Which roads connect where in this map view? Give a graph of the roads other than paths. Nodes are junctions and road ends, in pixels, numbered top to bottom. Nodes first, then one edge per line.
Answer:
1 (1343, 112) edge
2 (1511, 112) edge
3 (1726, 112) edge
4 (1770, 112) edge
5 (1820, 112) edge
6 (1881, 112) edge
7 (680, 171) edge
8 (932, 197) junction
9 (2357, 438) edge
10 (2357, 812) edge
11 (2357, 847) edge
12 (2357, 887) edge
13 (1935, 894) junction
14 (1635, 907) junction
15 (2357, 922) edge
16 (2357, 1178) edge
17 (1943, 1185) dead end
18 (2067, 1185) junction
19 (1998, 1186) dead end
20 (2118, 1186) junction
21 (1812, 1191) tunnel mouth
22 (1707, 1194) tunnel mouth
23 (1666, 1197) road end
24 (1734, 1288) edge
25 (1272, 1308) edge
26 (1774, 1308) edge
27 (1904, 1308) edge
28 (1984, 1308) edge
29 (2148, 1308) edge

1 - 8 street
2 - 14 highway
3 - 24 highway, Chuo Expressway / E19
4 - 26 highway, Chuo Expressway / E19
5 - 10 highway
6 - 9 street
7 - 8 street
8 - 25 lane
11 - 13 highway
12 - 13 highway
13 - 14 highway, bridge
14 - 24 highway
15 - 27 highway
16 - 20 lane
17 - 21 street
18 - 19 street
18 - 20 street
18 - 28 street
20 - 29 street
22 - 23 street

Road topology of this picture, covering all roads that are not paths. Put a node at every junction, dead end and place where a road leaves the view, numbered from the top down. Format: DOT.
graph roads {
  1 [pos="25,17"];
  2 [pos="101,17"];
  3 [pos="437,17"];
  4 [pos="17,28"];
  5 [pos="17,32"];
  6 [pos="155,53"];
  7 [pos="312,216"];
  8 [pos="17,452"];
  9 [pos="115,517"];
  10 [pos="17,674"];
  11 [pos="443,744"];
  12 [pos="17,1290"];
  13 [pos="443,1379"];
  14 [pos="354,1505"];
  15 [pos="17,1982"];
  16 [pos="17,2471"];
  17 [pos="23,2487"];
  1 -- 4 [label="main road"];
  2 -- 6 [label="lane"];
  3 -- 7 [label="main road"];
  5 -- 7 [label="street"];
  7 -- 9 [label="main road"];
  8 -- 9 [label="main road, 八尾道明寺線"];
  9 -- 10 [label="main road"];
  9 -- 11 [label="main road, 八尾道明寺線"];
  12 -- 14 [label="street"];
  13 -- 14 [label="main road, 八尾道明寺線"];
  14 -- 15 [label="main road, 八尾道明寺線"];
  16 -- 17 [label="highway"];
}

========================================================================

== WHAT IS BEING ASKED ==
Retype the data exactly.

== OUTPUT FOR THIS EXERCISE ==
Which roads connect where in this map view? Give a graph of the roads other than paths. Nodes are junctions and road ends, in pixels, numbered top to bottom. Nodes first, then one edge per line.
Answer:
1 (1343, 112) edge
2 (1511, 112) edge
3 (1726, 112) edge
4 (1770, 112) edge
5 (1820, 112) edge
6 (1881, 112) edge
7 (680, 171) edge
8 (932, 197) junction
9 (2357, 438) edge
10 (2357, 812) edge
11 (2357, 847) edge
12 (2357, 887) edge
13 (1935, 894) junction
14 (1635, 907) junction
15 (2357, 922) edge
16 (2357, 1178) edge
17 (1943, 1185) dead end
18 (2067, 1185) junction
19 (1998, 1186) dead end
20 (2118, 1186) junction
21 (1812, 1191) tunnel mouth
22 (1707, 1194) tunnel mouth
23 (1666, 1197) road end
24 (1734, 1288) edge
25 (1272, 1308) edge
26 (1774, 1308) edge
27 (1904, 1308) edge
28 (1984, 1308) edge
29 (2148, 1308) edge

1 - 8 street
2 - 14 highway
3 - 24 highway, Chuo Expressway / E19
4 - 26 highway, Chuo Expressway / E19
5 - 10 highway
6 - 9 street
7 - 8 street
8 - 25 lane
11 - 13 highway
12 - 13 highway
13 - 14 highway, bridge
14 - 24 highway
15 - 27 highway
16 - 20 lane
17 - 21 street
18 - 19 street
18 - 20 street
18 - 28 street
20 - 29 street
22 - 23 street

Road topology of this picture, covering all roads that are not paths. Put a node at every junction, dead end and place where a road leaves the view, numbered from the top down. Format: DOT.
graph roads {
  1 [pos="25,17"];
  2 [pos="101,17"];
  3 [pos="437,17"];
  4 [pos="17,28"];
  5 [pos="17,32"];
  6 [pos="155,53"];
  7 [pos="312,216"];
  8 [pos="17,452"];
  9 [pos="115,517"];
  10 [pos="17,674"];
  11 [pos="443,744"];
  12 [pos="17,1290"];
  13 [pos="443,1379"];
  14 [pos="354,1505"];
  15 [pos="17,1982"];
  16 [pos="17,2471"];
  17 [pos="23,2487"];
  1 -- 4 [label="main road"];
  2 -- 6 [label="lane"];
  3 -- 7 [label="main road"];
  5 -- 7 [label="street"];
  7 -- 9 [label="main road"];
  8 -- 9 [label="main road, 八尾道明寺線"];
  9 -- 10 [label="main road"];
  9 -- 11 [label="main road, 八尾道明寺線"];
  12 -- 14 [label="street"];
  13 -- 14 [label="main road, 八尾道明寺線"];
  14 -- 15 [label="main road, 八尾道明寺線"];
  16 -- 17 [label="highway"];
}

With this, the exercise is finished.